Visually when using apps on such Brain2, user will see notes and graph of notes first instead of files first then notes as a type of files.

11 July, 2025

AI Services will be Much Cheaper in Near Future

Currently, AI service pricing is rather costly. The reason behind is not about the new tech, but because of hardware prices. A single machine learning (ML) entry GPU is T4 which can serve roughly a single chatter at a time, L4 for 2 chatters at a time. The cost is huge to buy so many GPUs to serve people, and seems only tech behemoths can do it for now.

Nvidia business expansion is still good. Nvidia started as GPU maker for gaming, then got more production for digital coin mining. The biggest fortune of Nvidia now is selling GPUs for making AIs. Only behemoths are buying in big quantity now but sooner or later, all companies around the world will buy and make AIs for themselves and the total sale will be huge.

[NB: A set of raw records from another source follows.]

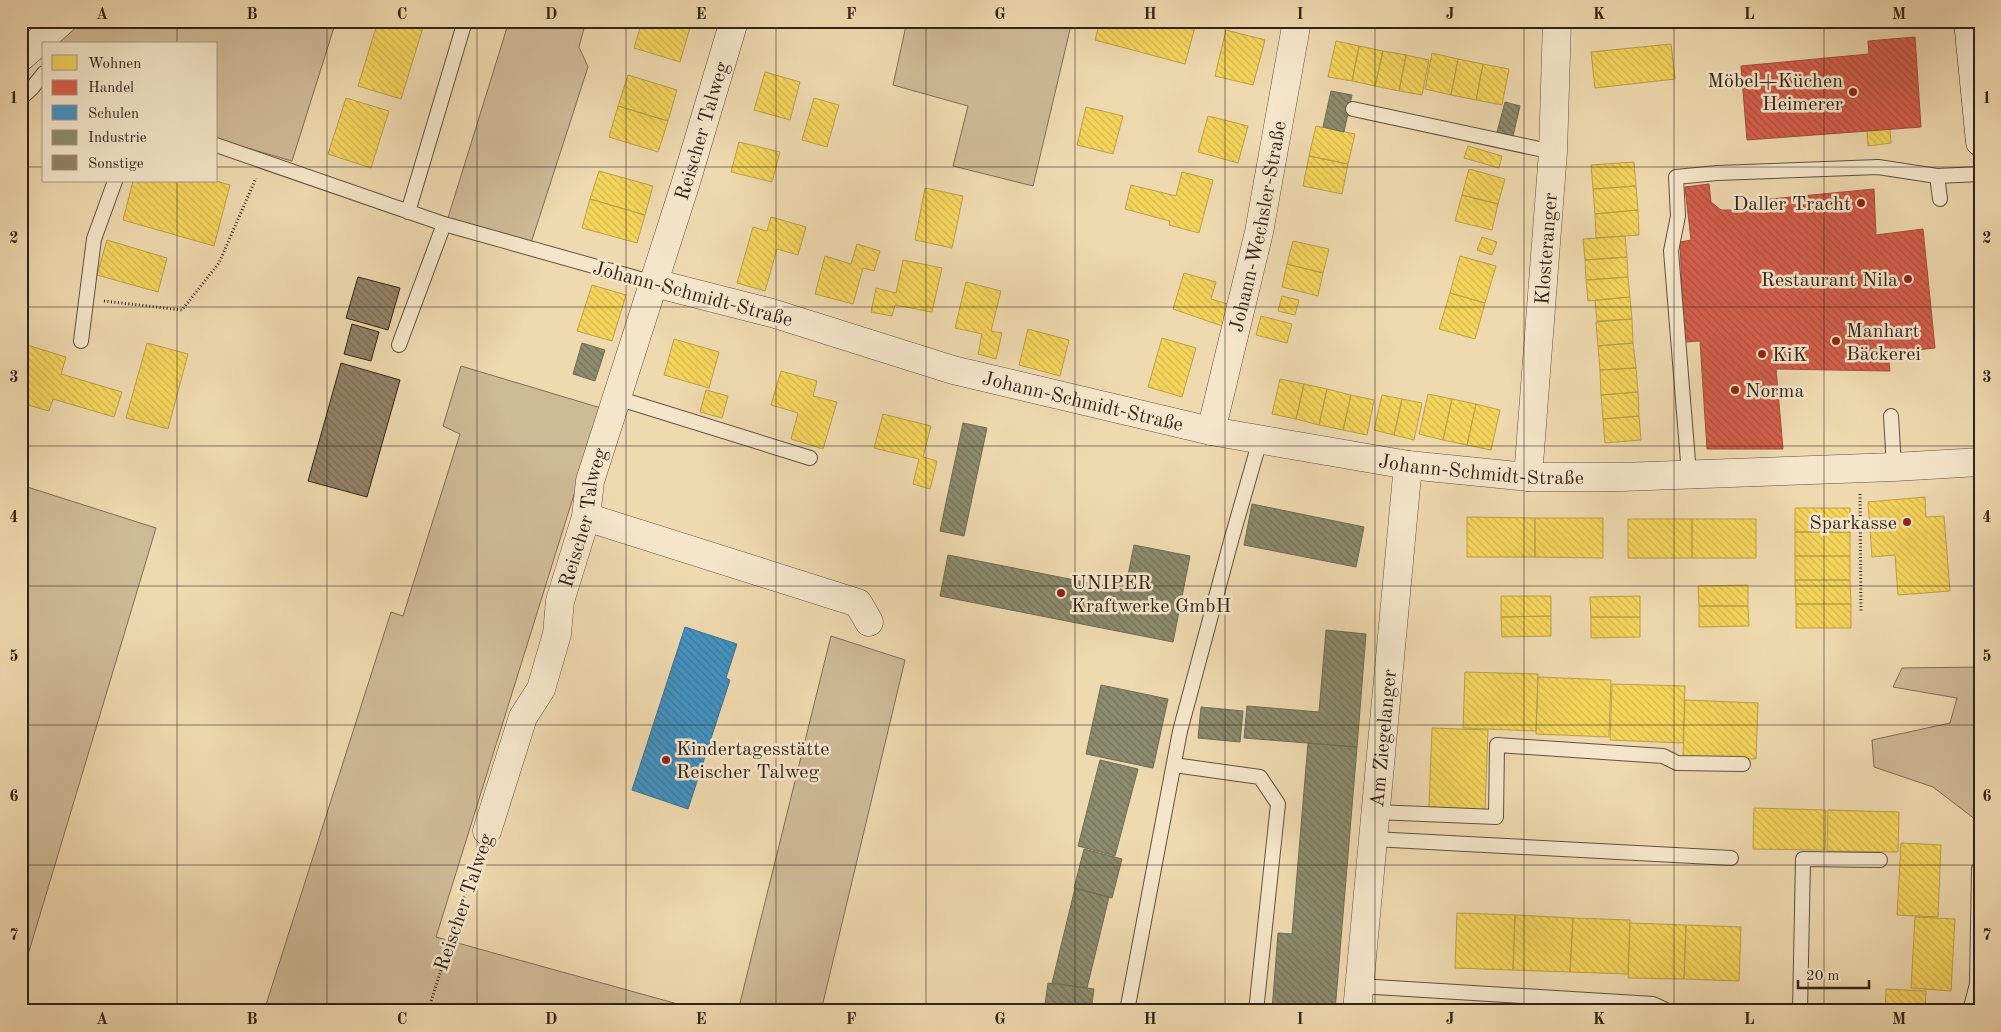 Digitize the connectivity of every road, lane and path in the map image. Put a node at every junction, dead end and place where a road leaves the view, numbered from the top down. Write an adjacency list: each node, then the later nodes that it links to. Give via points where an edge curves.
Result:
1 (62, 21): 7 (street)
2 (465, 21): 20 (lane)
3 (734, 21): 22 (street, Reischer Talweg)
4 (1297, 21): 28 (street, Johann-Wechsler-Straße, via 1258,232)
5 (1557, 21): 14 (street, Klosteranger)
6 (1968, 21): 12 (street)
7 (46, 42)
8 (42, 47): 9 (street)
9 (34, 58): 10 (lane, via 32,88)
10 (21, 98)
11 (1353, 109): 14 (lane)
12 (1980, 142)
13 (218, 146): 15 (lane, Johann-Schmidt-Straße)
14 (1553, 152): 36 (street, Klosteranger)
15 (264, 161): 20 (lane, Johann-Schmidt-Straße); 23 (path, via 219,263 182,310)
16 (1980, 174): 17 (lane)
17 (1937, 176): 19 (lane); 35 (lane, via 1878,167 1676,177 1678,216 1671,251)
18 (115, 182): 23 (lane, via 94,239)
19 (1940, 199)
20 (408, 212): 21 (lane, Johann-Schmidt-Straße)
21 (444, 224): 22 (lane, Johann-Schmidt-Straße); 25 (lane)
22 (654, 283): 26 (street, Reischer Talweg); 28 (street, Johann-Schmidt-Straße, via 772,314 953,370)
23 (86, 299): 24 (lane)
24 (81, 341)
25 (399, 345)
26 (617, 398): 30 (lane); 37 (street, Reischer Talweg, via 590,481)
27 (1890, 416): 33 (lane)
28 (1211, 430): 29 (street, Johann-Schmidt-Straße)
29 (1260, 440): 32 (street, Johann-Schmidt-Straße); 41 (lane, via 1180,731)
30 (810, 458)
31 (1980, 462): 33 (street, Johann-Schmidt-Straße)
32 (1408, 465): 36 (street, Johann-Schmidt-Straße); 42 (street, Am Ziegelanger)
33 (1894, 467): 34 (street, Johann-Schmidt-Straße)
34 (1860, 468): 35 (street, Johann-Schmidt-Straße); 38 (path)
35 (1689, 474): 36 (street, Johann-Schmidt-Straße)
36 (1528, 477)
37 (586, 517): 39 (street, via 858,603); 43 (street, Reischer Talweg, via 560,600 557,634 541,689 523,717)
38 (1861, 611)
39 (869, 622)
40 (1743, 764): 42 (lane, via 1677,763 1663,756 1498,746 1496,817)
41 (1174, 765): 50 (lane); 51 (lane, via 1260,777 1278,804)
42 (1375, 812): 44 (street, Am Ziegelanger)
43 (487, 831): 49 (path, Reischer Talweg, via 472,866)
44 (1372, 839): 45 (lane); 48 (street, Am Ziegelanger)
45 (1731, 858)
46 (1880, 860): 53 (lane, via 1803,859)
47 (1979, 869): 54 (lane, via 1977,984)
48 (1358, 998): 52 (lane, via 1653,1004)
49 (428, 1011)
50 (1127, 1011)
51 (1256, 1011)
52 (1668, 1011)
53 (1800, 1011)
54 (1970, 1011)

The point is when there are so many AI providers in the world, the AI bot service will be cheaper.

Generations of Processors and the Middle Step of Intel to Neuromorphics Era

We started with complex processors, called CISC CPU (complex instruction set computer), which were complex and process complex logics directly but found not efficient.

We then changed to use RISC CPU (reduced instruction set computer), until now, with reduced complexity of the CPU for efficiently. Clock in hertz (Hz) increased higher and higher in the starting era with single core. We are now at multi-core era of CPU, and will reach 3D stacking soon to ensure Moore's Law still correct:
  • CISC single core
  • -> RISC single core
  • -> RISC high frequency
  • -> RISC multi-cores
  • -> RISC 3d stacking
Later on quantum processors will be the thing but for the present, Intel is making 2 things to the future:
  • NPU - Neural Processing Unit
  • Loihi - Neuromorphic Processing Unit
While Loihi is still rather experimental, NPU is practical now, the middle step can be seen in NPU. NPU is processing graph (neural network graph).
  • NPU - Processes graph of data
  • Loihi - Contains true neurons (but still layered).